Examples of shareholder proposals include: alternate nominees to the
supervisory board; authorization of a special investigation or
audit; suggestions to abolish voting rights restrictions; and recommendations
for changes to the capital structure.
Provided
that such proposals meet legal requirements, the corporation is required
to publish these shareholder proposals in an amended agenda and forward
them to shareholders prior to the meeting.
Interaction
Among Players in the German Model
The
German legal and public-policy framework is designed to include the
interests of labor, corporations, banks and shareholders in the corporate
governance system. The multi-faceted role of banks has been described
above.
On
the whole, the system is geared towards the interests of the key players. There
is, nevertheless, some scope for participation by minority shareholders,
such as the above-mentioned provisions concerning shareholder proposals.
There
also exist several obstacles to shareholder
participation, especially in terms
of banks’ powers as depositories
and voting agents.
The
majority of German shares are issued in bearer (not registered) form.
Corporations with bearer shares are required to announce their annual
general meeting in an official government bulletin and forward
the annual report and agenda for meeting to custody banks. The banks
forward these materials to the beneficial owners of the shares. This
often complicates the procedure for receipt of materials, especially
for foreign shareholders.
In Germany, most shareholders purchase shares through a bank, and banks are permitted to vote the shares of German they hold on deposit. The procedure is as follows: The beneficial shareholder grants a general power of attorney to the bank, and the bank is permitted to vote the shares for a period up to 15 months. The corporation sends the meeting agenda and annual report to its custody bank. The bank forwards these materials and its (the bank's) voting recommendations to the German shareholder. If the beneficial shareholder does not provide the bank with his/her specific voting instructions, the bank may vote the shares according to its own interpretation. This leads to a
potential conflict
of interest between the bank and the beneficial shareholder. It also
increases the potential voting power of the bank, because some shareholders
might not provide specific voting instructions and the bank may exercise
the votes according to its interpretation. Because the level of individual
share ownership in Germany is very low, this is not a huge problem.

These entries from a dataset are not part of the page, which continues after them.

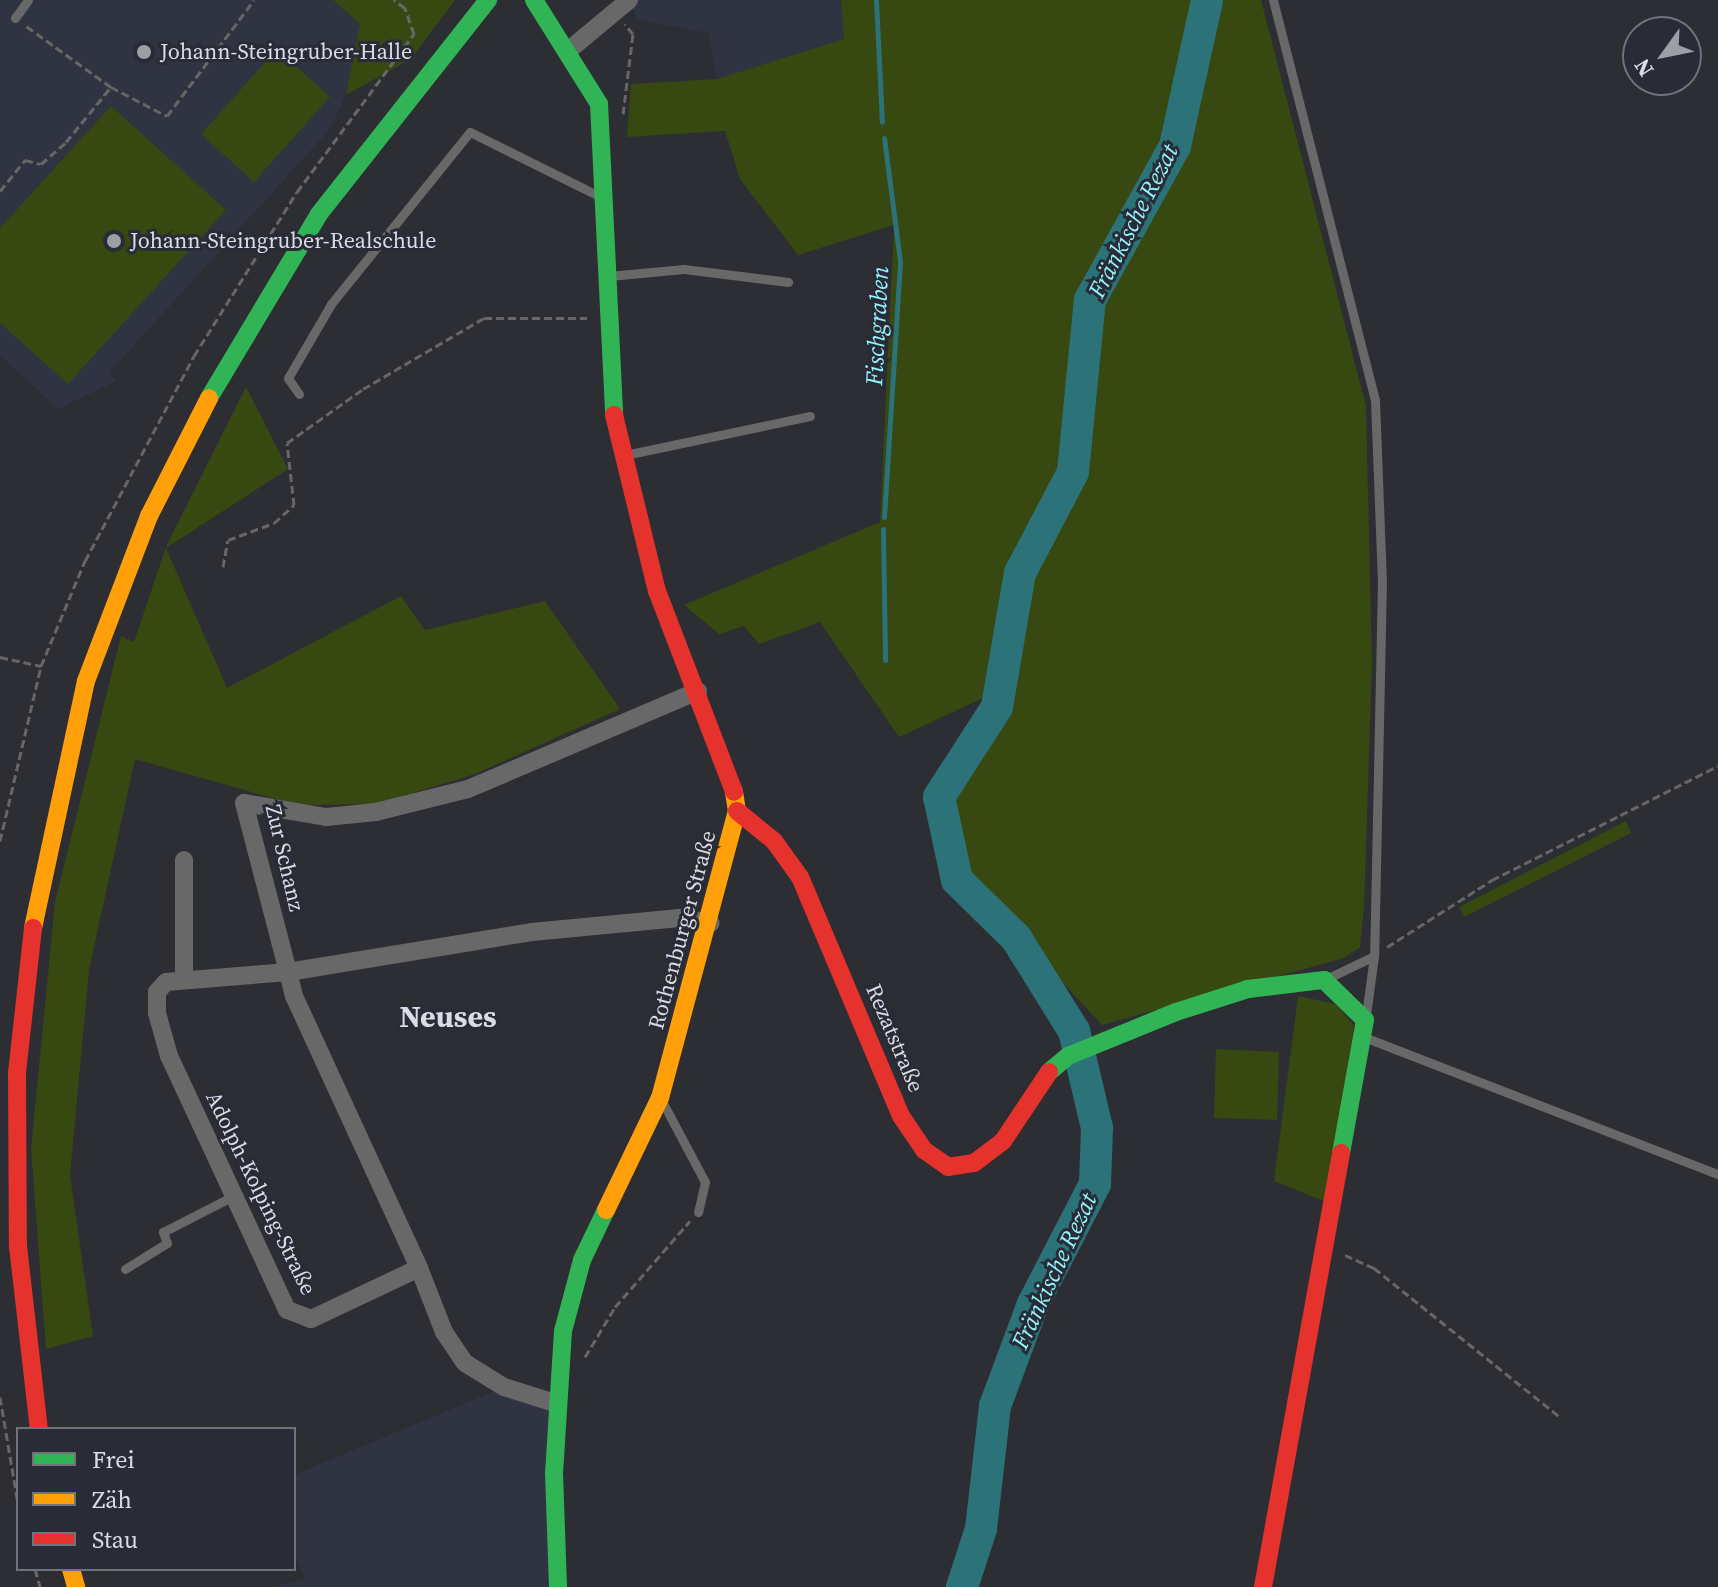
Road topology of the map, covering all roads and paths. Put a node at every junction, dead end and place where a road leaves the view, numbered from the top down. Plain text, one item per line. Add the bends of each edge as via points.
1 (28, 0) edge
2 (254, 0) edge
3 (488, 0) edge
4 (534, 0) edge
5 (629, 0) edge
6 (1273, 0) edge
7 (15, 18) joint
8 (569, 50) junction
9 (111, 87) junction
10 (0, 191) edge
11 (605, 199) junction
12 (605, 276) junction
13 (788, 282) dead end
14 (606, 319) junction
15 (299, 394) dead end
16 (810, 416) dead end
17 (621, 456) junction
18 (223, 567) dead end
19 (0, 657) edge
20 (698, 691) junction
21 (1718, 766) edge
22 (737, 811) junction
23 (0, 841) edge
24 (184, 860) dead end
25 (711, 923) junction
26 (1374, 956) junction
27 (288, 972) junction
28 (184, 976) junction
29 (1324, 980) junction
30 (1364, 1028) junction
31 (660, 1098) junction
32 (1718, 1174) edge
33 (233, 1196) junction
34 (698, 1212) joint
35 (1327, 1247) junction
36 (419, 1268) junction
37 (125, 1269) dead end
38 (582, 1372) dead end
39 (0, 1397) edge
40 (555, 1403) junction
41 (1559, 1416) dead end
42 (39, 1427) edge
43 (16, 1491) edge
44 (558, 1587) edge
45 (1263, 1587) edge

1 - 7 lane
2 - 9 path via 167,116
3 - 42 street via 319,214 235,345 149,516 86,681 38,884 17,1074 18,1246
4 - 8 street, Rothenburger Straße
5 - 8 street
6 - 26 lane via 1375,400 1382,581
7 - 9 path
8 - 11 street, Rothenburger Straße via 599,104
9 - 10 path via 66,142 41,164 25,160
11 - 12 street, Rothenburger Straße
11 - 15 lane via 470,132 331,304 288,378
12 - 13 lane via 684,269
12 - 14 street, Rothenburger Straße
14 - 17 street, Rothenburger Straße
14 - 18 path via 484,318 363,389 287,443 294,505 274,523 228,540
16 - 17 lane
17 - 20 street, Rothenburger Straße via 657,591
19 - 23 path via 41,666
20 - 22 street, Rothenburger Straße via 732,773
20 - 27 street, Zur Schanz via 468,789 376,812 326,817 244,803
21 - 26 path via 1492,880
22 - 25 street, Rothenburger Straße
22 - 29 street, Rezatstraße via 774,841 800,877 901,1116 924,1150 948,1167 974,1163 1003,1141 1039,1081 1068,1056 1115,1034 1248,989
24 - 28 street
25 - 27 street via 679,918 532,932
25 - 31 street, Rothenburger Straße
26 - 29 lane
26 - 30 lane
27 - 28 street
27 - 36 street
28 - 33 street, Adolph-Kolping-Straße via 157,992 157,1013
29 - 30 street
30 - 32 lane
30 - 35 street
31 - 34 lane via 705,1182
31 - 40 street, Rothenburger Straße via 582,1260 563,1331
33 - 36 street, Adolph-Kolping-Straße via 287,1310 299,1317 311,1319
33 - 37 lane via 163,1232 167,1243
34 - 38 path via 615,1307
35 - 41 path via 1374,1268
35 - 45 street
36 - 40 street via 465,1363 504,1387
39 - 43 path
40 - 44 street, Rothenburger Straße

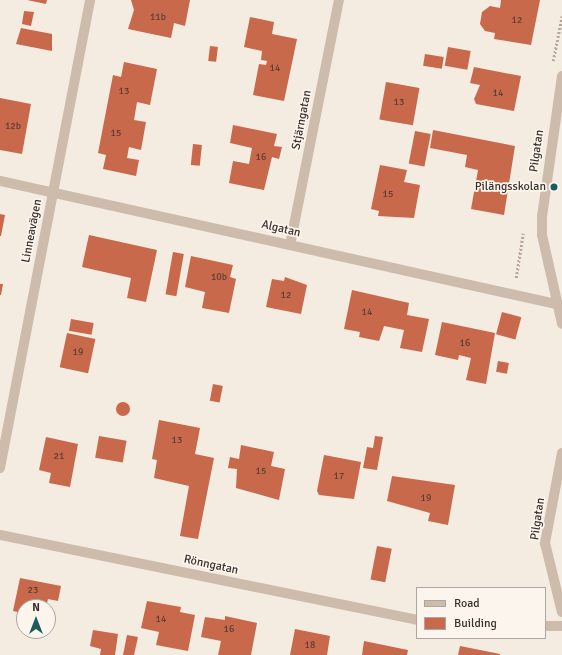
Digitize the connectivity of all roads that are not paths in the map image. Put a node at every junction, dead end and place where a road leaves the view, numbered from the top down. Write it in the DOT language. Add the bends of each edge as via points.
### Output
graph roads {
  1 [pos="90,0"];
  2 [pos="339,0"];
  3 [pos="562,76"];
  4 [pos="0,181"];
  5 [pos="53,191"];
  6 [pos="290,245"];
  7 [pos="556,304"];
  8 [pos="562,324"];
  9 [pos="562,453"];
  10 [pos="0,468"];
  11 [pos="0,535"];
  12 [pos="562,612"];
  13 [pos="416,620"];
  14 [pos="546,626"];
  15 [pos="562,626"];
  1 -- 5 [label="street, Linneavägen"];
  2 -- 6 [label="street, Stjärngatan"];
  3 -- 7 [label="street, Pilgatan" via="542,217"];
  4 -- 5 [label="street, Algatan"];
  5 -- 6 [label="street, Algatan"];
  5 -- 10 [label="street, Linneavägen"];
  6 -- 7 [label="street, Algatan"];
  7 -- 8 [label="street, Pilgatan"];
  9 -- 12 [label="street, Pilgatan" via="545,542"];
  11 -- 13 [label="street, Rönngatan"];
  14 -- 15 [label="street"];
}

Nevertheless, it reflects a certain pro-bank and anti-shareholder tendency
of the system.
Other
obstacles to shareholder participation include the above-mentioned legality
of voting right restrictions, and the fact that shareholders may not
vote by mail. As noted above, shareholders must either attend the meeting
in person or to be represented in person, i.e., by their custodian bank.
Despite
these obstacles, minority German shareholders are not inactive. In
fact, they often oppose management proposals and present a wide range
of counterproposals and proposals at the AGMs and EGMs of many German
corporations each year. In Austria, minority shareholders are less
active, perhaps because the Austrian government is, directly or indirectly,
a large shareholder in many companies.
Conclusion
The
article has introduced each model, describe the constituent
elements of each and demonstrate how each developed in response to
country-specific factors and conditions. It should reflect the fact
that it is not possible to simply select a model and apply it to a given
country. Instead, the process is dynamic: the corporate governance
structure in each country develops in response to country-specific factors
and conditions.
With the globalization of capital markets, each of these three models is opening (albeit slowly) to influences from other models, while largely retaining its unique characteristics. Legal, economic and financial specialists around the world can profit from a familiarity with each model.